UK digital radio station

Magic Classical (formerly Scala Radio) is a British digital radio station owned and operated by Bauer Media Audio UK. The station was launched in March 2019 as Scala Radio and broadcasts nationally on DAB Digital Radio, via smart speaker, app, and online. The station was the first national classical music service to launch on terrestrial radio in the UK since Classic FM in 1992.

The station's playlist features 70% popular classics and 30% new and "surprising" music. Scala also aimed to produce more speech content – or more "storytelling" – than Classic FM or BBC Radio 3.

==History==

On 22 December 2018, following the demise of his BBC Radio 2 drivetime show – which had been co-hosted with Jo Whiley since May 2018 – Simon Mayo revealed that "...the new radio show will be announced in January. It will be startling."

A month later, on 21 January 2019, Bauer Radio announced plans to launch a new national classical music service under the name Scala Radio from March, with Mayo having signed up to be one of the lead presenters of the new station. More information about presenters and their shows was confirmed in February 2019.

Scala Radio launched at 10am on 4 March 2019, with Simon Mayo hosting the first live programme. The first track played was the prélude to Carmen Suite No. 1 by Georges Bizet.

Advance weekly listings for Scala Radio were published from launch in Radio Times and the Bauer-owned Total TV Guide. The Radio Times removed listings for BBC Radio 1Xtra and details of news and weather bulletins on Radios 1 and 2 to make space for the new station.

The station launched on Sky on 1 May 2019 on channel 0216 (later moved to channel 0151). It was removed on 14 December 2022, and was replaced by sister station Greatest Hits Radio on the platform.

Changes made to the programming schedule from 2 March 2024 resulted in a presenter-less format for most weekday slots, in response to falling listening figures; however, the weekday breakfast show continued to be presented by Charles Nove. The changes also led to the loss of Mark Kermode, Luci Holland, Richard Allinson, Sam Hughes, and Mark Forrest as presenters.

On 16 September 2024, the station was rebranded to Magic Classical, as part of Bauer Media Audio's "Magic"-branded stations.
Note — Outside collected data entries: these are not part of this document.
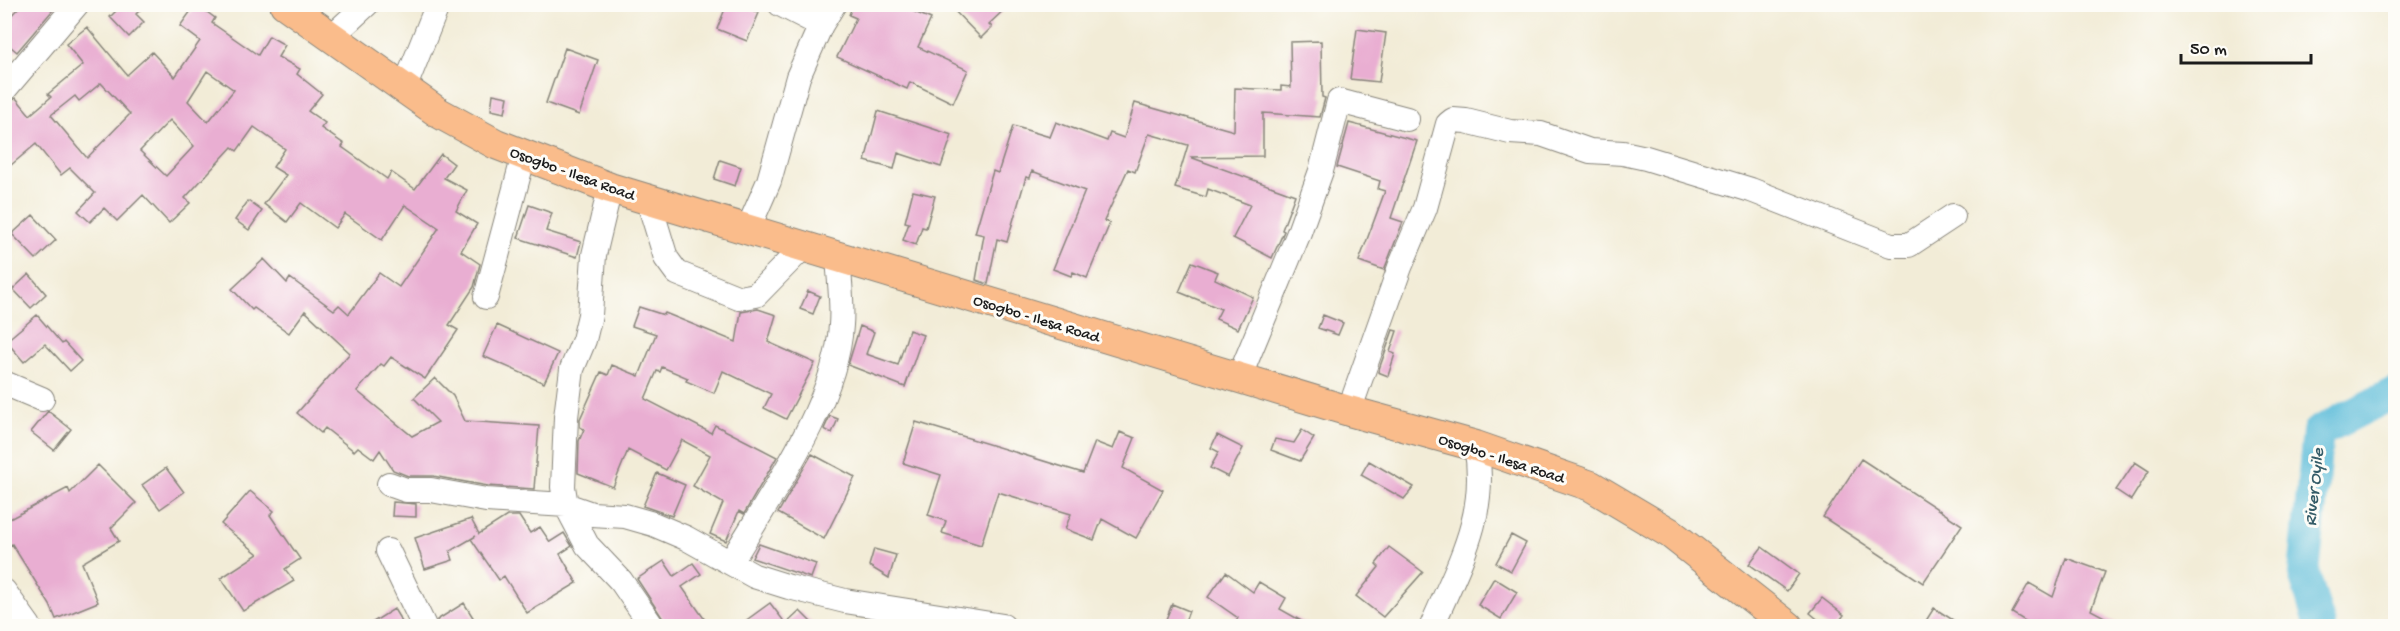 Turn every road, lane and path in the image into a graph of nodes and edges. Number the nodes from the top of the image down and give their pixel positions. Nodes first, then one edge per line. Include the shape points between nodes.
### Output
1 (77, 4) edge
2 (285, 4) edge
3 (367, 4) edge
4 (438, 4) edge
5 (780, 4) edge
6 (834, 4) edge
7 (821, 26) junction
8 (330, 38) junction
9 (404, 89) junction
10 (4, 90) edge
11 (1407, 119) dead end
12 (524, 155) junction
13 (610, 188) junction
14 (648, 199) junction
15 (1953, 216) dead end
16 (748, 229) junction
17 (804, 246) junction
18 (838, 256) junction
19 (486, 297) dead end
20 (1239, 378) junction
21 (4, 383) edge
22 (42, 399) dead end
23 (1348, 411) junction
24 (1476, 446) junction
25 (389, 484) dead end
26 (566, 506) junction
27 (584, 521) junction
28 (388, 551) dead end
29 (731, 562) junction
30 (4, 591) edge
31 (29, 627) edge
32 (424, 627) edge
33 (652, 627) edge
34 (1003, 627) edge
35 (1432, 627) edge
36 (1788, 627) edge

1 - 10 street
2 - 8 main road, Osogbo - Ilesa Road
3 - 8 street
4 - 9 street
5 - 7 street
6 - 7 street
7 - 16 street via 798,77 769,181
8 - 9 main road, Osogbo - Ilesa Road
9 - 12 main road, Osogbo - Ilesa Road via 496,144
11 - 20 street via 1338,101 1321,171
12 - 13 main road, Osogbo - Ilesa Road
12 - 19 street
13 - 14 main road, Osogbo - Ilesa Road
13 - 26 street via 594,255 590,315 572,369 563,487
14 - 16 main road, Osogbo - Ilesa Road
14 - 17 street via 666,258 677,273 739,298 756,295
15 - 23 street via 1909,245 1891,245 1751,190 1646,158 1590,151 1541,134 1453,120 1448,124 1425,208
16 - 17 main road, Osogbo - Ilesa Road
17 - 18 main road, Osogbo - Ilesa Road
18 - 20 main road, Osogbo - Ilesa Road
18 - 29 street via 842,326 824,400
20 - 23 main road, Osogbo - Ilesa Road
21 - 22 street
23 - 24 main road, Osogbo - Ilesa Road
24 - 35 street via 1480,496 1475,524
24 - 36 main road, Osogbo - Ilesa Road via 1591,486 1633,509 1670,533
25 - 26 street via 406,490 431,490 486,500
26 - 27 street
27 - 29 street via 625,516 653,524
27 - 33 street via 600,562 621,581
28 - 32 street
29 - 34 street via 754,576 846,601
30 - 31 street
Schedule changes on 9 June 2025 saw the return of weekday daytime and evening presenters – Tim Smith and Fran Godfrey (both formerly at Radio 2), and Jo Cochrane (from Forth 1 and Magic Soul) – while Tony Minvielle joined from sister station Jazz FM for a Friday-night programme.

==Presenters==
The presenters on Magic Classical include a range of radio and television personalities, some of whom have previously presented on other Bauer stations, as well as with competitor stations such as Classic FM. The current presenters with regular shows are:

- YolanDa Brown
- Hannah Cox
- Charles Nove
- Jack Pepper
- Darren Redick
- Ayanna Witter-Johnson
- Tim Smith
- Jo Cochrane
- Fran Godfrey
- Tony Minvielle
- Sonali Shah

===Former presenters===

- Gemma Cairney
- DJ Spoony
- Goldie
- Sister Bliss
- William Orbit
- Chris Rogers
- Anthea Turner
- Midge Ure
- Jamie Crick
- Angellica Bell
- Danielle Perry
- Mark Kermode
- Alexis Ffrench
- Luci Holland
- Mark Forrest
- Sam Hughes
- Richard Allinson
- Penny Smith
- Simon Mayo

==Audience==
According to RAJAR data, the station has a weekly reach of 219,000 people as of October 2024.

==Activities==
===Album of the Week===
Magic Classical recommends an album weekly as their Album of the Week, and conducts relevant give-away activities.